African wild asses live in small herds, typically consisting of fewer than five animals.  Only the mother and her foal form long-term relationships.  Following mating, the gestation period is relatively long; eleven to twelve months.  Usually, only one foal is born.  The foal will be weaned at six to eight months, and reach sexual maturity at two years.

Habitat
Rocky deserts, arid and semi-arid bushlands and grasslands, where there is access to surface water.
Where
Eritrea, Ethiopia and Somalia.
What they eat
Grasses, bark and leaves.
Threats
Hunting for food and traditional medicine.  Competition from domestic livestock for food and water supplies.  Interbreeding between wild and domestic donkeys, resulting in hybridisation.
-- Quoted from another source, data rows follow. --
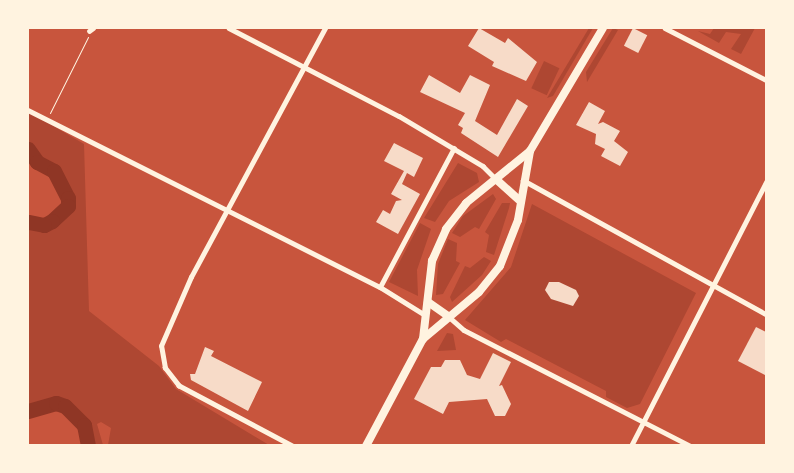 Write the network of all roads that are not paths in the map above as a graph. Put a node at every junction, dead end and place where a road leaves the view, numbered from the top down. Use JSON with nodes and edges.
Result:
{"nodes":[{"id":1,"x":94,"y":28,"type":"edge"},
{"id":2,"x":229,"y":28,"type":"edge"},
{"id":3,"x":325,"y":28,"type":"edge"},
{"id":4,"x":603,"y":28,"type":"edge"},
{"id":5,"x":665,"y":28,"type":"edge"},
{"id":6,"x":89,"y":32,"type":"road end"},
{"id":7,"x":306,"y":64,"type":"junction"},
{"id":8,"x":766,"y":80,"type":"edge"},
{"id":9,"x":28,"y":110,"type":"edge"},
{"id":10,"x":454,"y":148,"type":"junction"},
{"id":11,"x":530,"y":151,"type":"junction"},
{"id":12,"x":522,"y":180,"type":"junction"},
{"id":13,"x":498,"y":181,"type":"junction"},
{"id":14,"x":766,"y":182,"type":"edge"},
{"id":15,"x":519,"y":200,"type":"junction"},
{"id":16,"x":228,"y":209,"type":"junction"},
{"id":17,"x":380,"y":287,"type":"junction"},
{"id":18,"x":713,"y":287,"type":"junction"},
{"id":19,"x":428,"y":302,"type":"junction"},
{"id":20,"x":766,"y":314,"type":"edge"},
{"id":21,"x":425,"y":315,"type":"junction"},
{"id":22,"x":448,"y":316,"type":"junction"},
{"id":23,"x":423,"y":339,"type":"junction"},
{"id":24,"x":643,"y":421,"type":"junction"},
{"id":25,"x":292,"y":446,"type":"edge"},
{"id":26,"x":366,"y":446,"type":"edge"},
{"id":27,"x":631,"y":446,"type":"edge"},
{"id":28,"x":691,"y":446,"type":"edge"}],
"edges":[{"from":1,"to":6,"type":"street"},
{"from":2,"to":7,"type":"street"},
{"from":3,"to":7,"type":"street"},
{"from":4,"to":11,"type":"main road"},
{"from":5,"to":8,"type":"street"},
{"from":7,"to":10,"type":"street"},
{"from":7,"to":16,"type":"street"},
{"from":9,"to":16,"type":"street"},
{"from":10,"to":13,"type":"street"},
{"from":10,"to":17,"type":"street"},
{"from":11,"to":12,"type":"main road"},
{"from":11,"to":13,"type":"main road"},
{"from":12,"to":15,"type":"main road"},
{"from":12,"to":18,"type":"street"},
{"from":13,"to":15,"type":"main road"},
{"from":13,"to":19,"type":"main road"},
{"from":14,"to":18,"type":"street"},
{"from":15,"to":22,"type":"main road"},
{"from":16,"to":17,"type":"street"},
{"from":16,"to":25,"type":"street"},
{"from":17,"to":21,"type":"street"},
{"from":18,"to":20,"type":"street"},
{"from":18,"to":24,"type":"street"},
{"from":19,"to":21,"type":"main road"},
{"from":19,"to":22,"type":"main road"},
{"from":21,"to":23,"type":"main road"},
{"from":22,"to":23,"type":"main road"},
{"from":22,"to":24,"type":"street"},
{"from":23,"to":26,"type":"main road"},
{"from":24,"to":27,"type":"street"},
{"from":24,"to":28,"type":"street"}]} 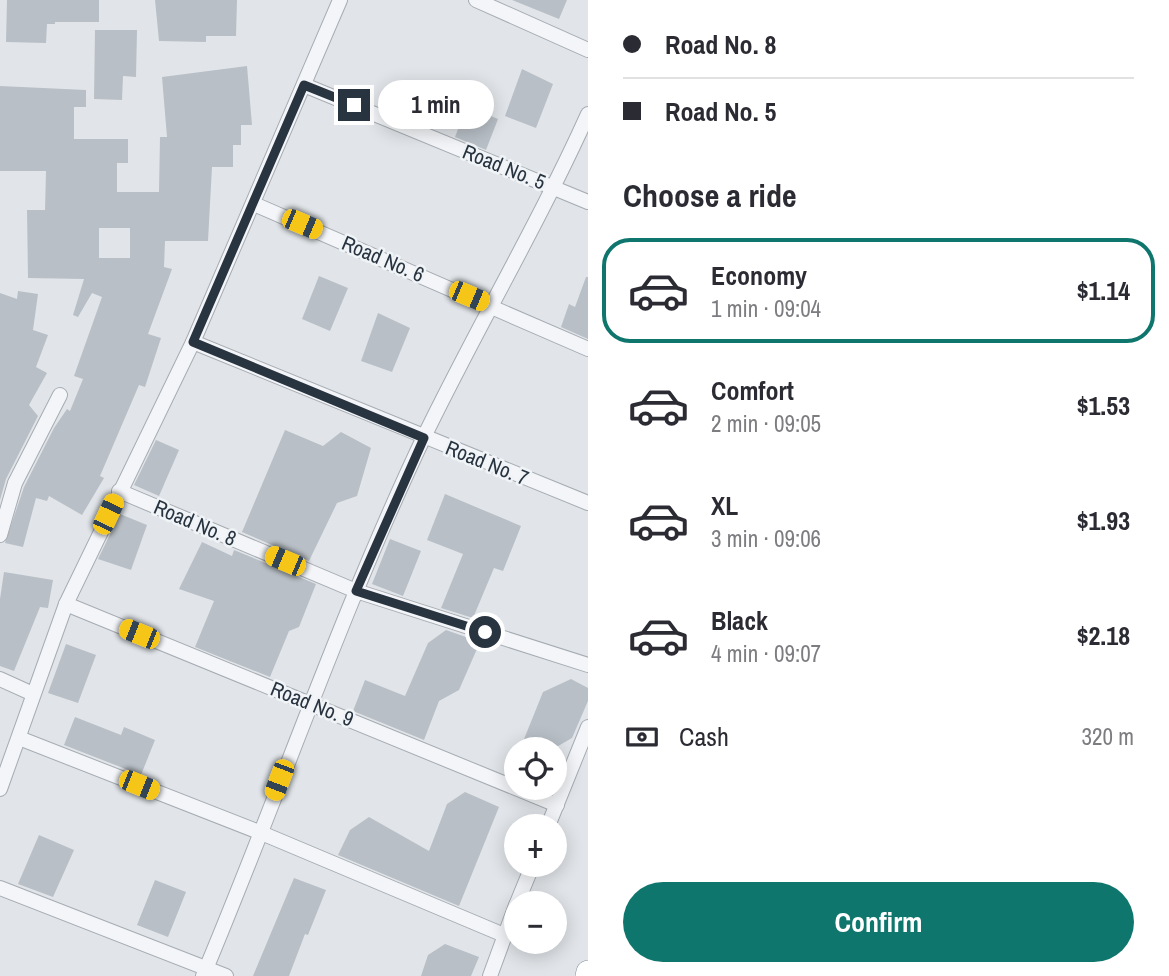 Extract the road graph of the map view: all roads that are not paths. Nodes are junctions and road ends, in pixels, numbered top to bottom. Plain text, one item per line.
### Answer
1 (340, 0) edge
2 (476, 0) edge
3 (588, 50) edge
4 (304, 85) junction
5 (588, 114) edge
6 (555, 188) junction
7 (588, 201) edge
8 (254, 204) junction
9 (493, 306) junction
10 (193, 342) junction
11 (588, 349) edge
12 (60, 395) dead end
13 (424, 438) junction
14 (119, 491) junction
15 (588, 503) edge
16 (0, 535) edge
17 (356, 591) junction
18 (66, 604) junction
19 (588, 665) edge
20 (0, 679) edge
21 (33, 694) junction
22 (310, 703) junction
23 (588, 727) edge
24 (19, 738) junction
25 (0, 789) edge
26 (557, 805) junction
27 (553, 814) edge
28 (259, 832) junction
29 (0, 888) edge
30 (504, 935) joint
31 (205, 972) edge
32 (226, 976) edge
33 (490, 976) edge

1 - 4 street
2 - 3 street
4 - 6 street, Road No. 5
4 - 8 street
5 - 6 street
6 - 7 street, Road No. 5
6 - 9 street
8 - 9 street, Road No. 6
8 - 10 street
9 - 11 street, Road No. 6
9 - 13 street
10 - 13 street, Road No. 7
10 - 14 street
12 - 16 street
13 - 15 street, Road No. 7
13 - 17 street
14 - 17 street, Road No. 8
14 - 18 street
17 - 19 street, Road No. 8
17 - 22 street
18 - 21 street
18 - 22 street, Road No. 9
20 - 21 street
21 - 24 street
22 - 26 street, Road No. 9
22 - 28 street
23 - 26 street
24 - 25 street
24 - 28 street
26 - 27 street
28 - 30 street
28 - 31 street
29 - 31 street
30 - 33 street
31 - 32 street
Status: Critically Endangered
The African Wild Ass (Equus africanus) is listed on the  IUCN Red List of Threatened Species  as Critically Endangered.  Fewer than five hundred and seventy individuals are thought to still exist, the least number being in Somalia.  The species is protected by law in Somalia and Ethiopia, but, these laws are difficult to enforce and illegal hunting still goes on.  The use of automatic weapons is common in some areas.
African wild asses are kept in captivity around the world and breeding programs do exist. These have been very successful and births have occurred.  Indeed, the image above portrays a foal named Hakaba, born in 2010 at the Basel Zoo, Switzerland.  It is unclear, though, whether any of these animals will ever be returned to their natural environment.

“In all things of nature there is something of the marvelous.”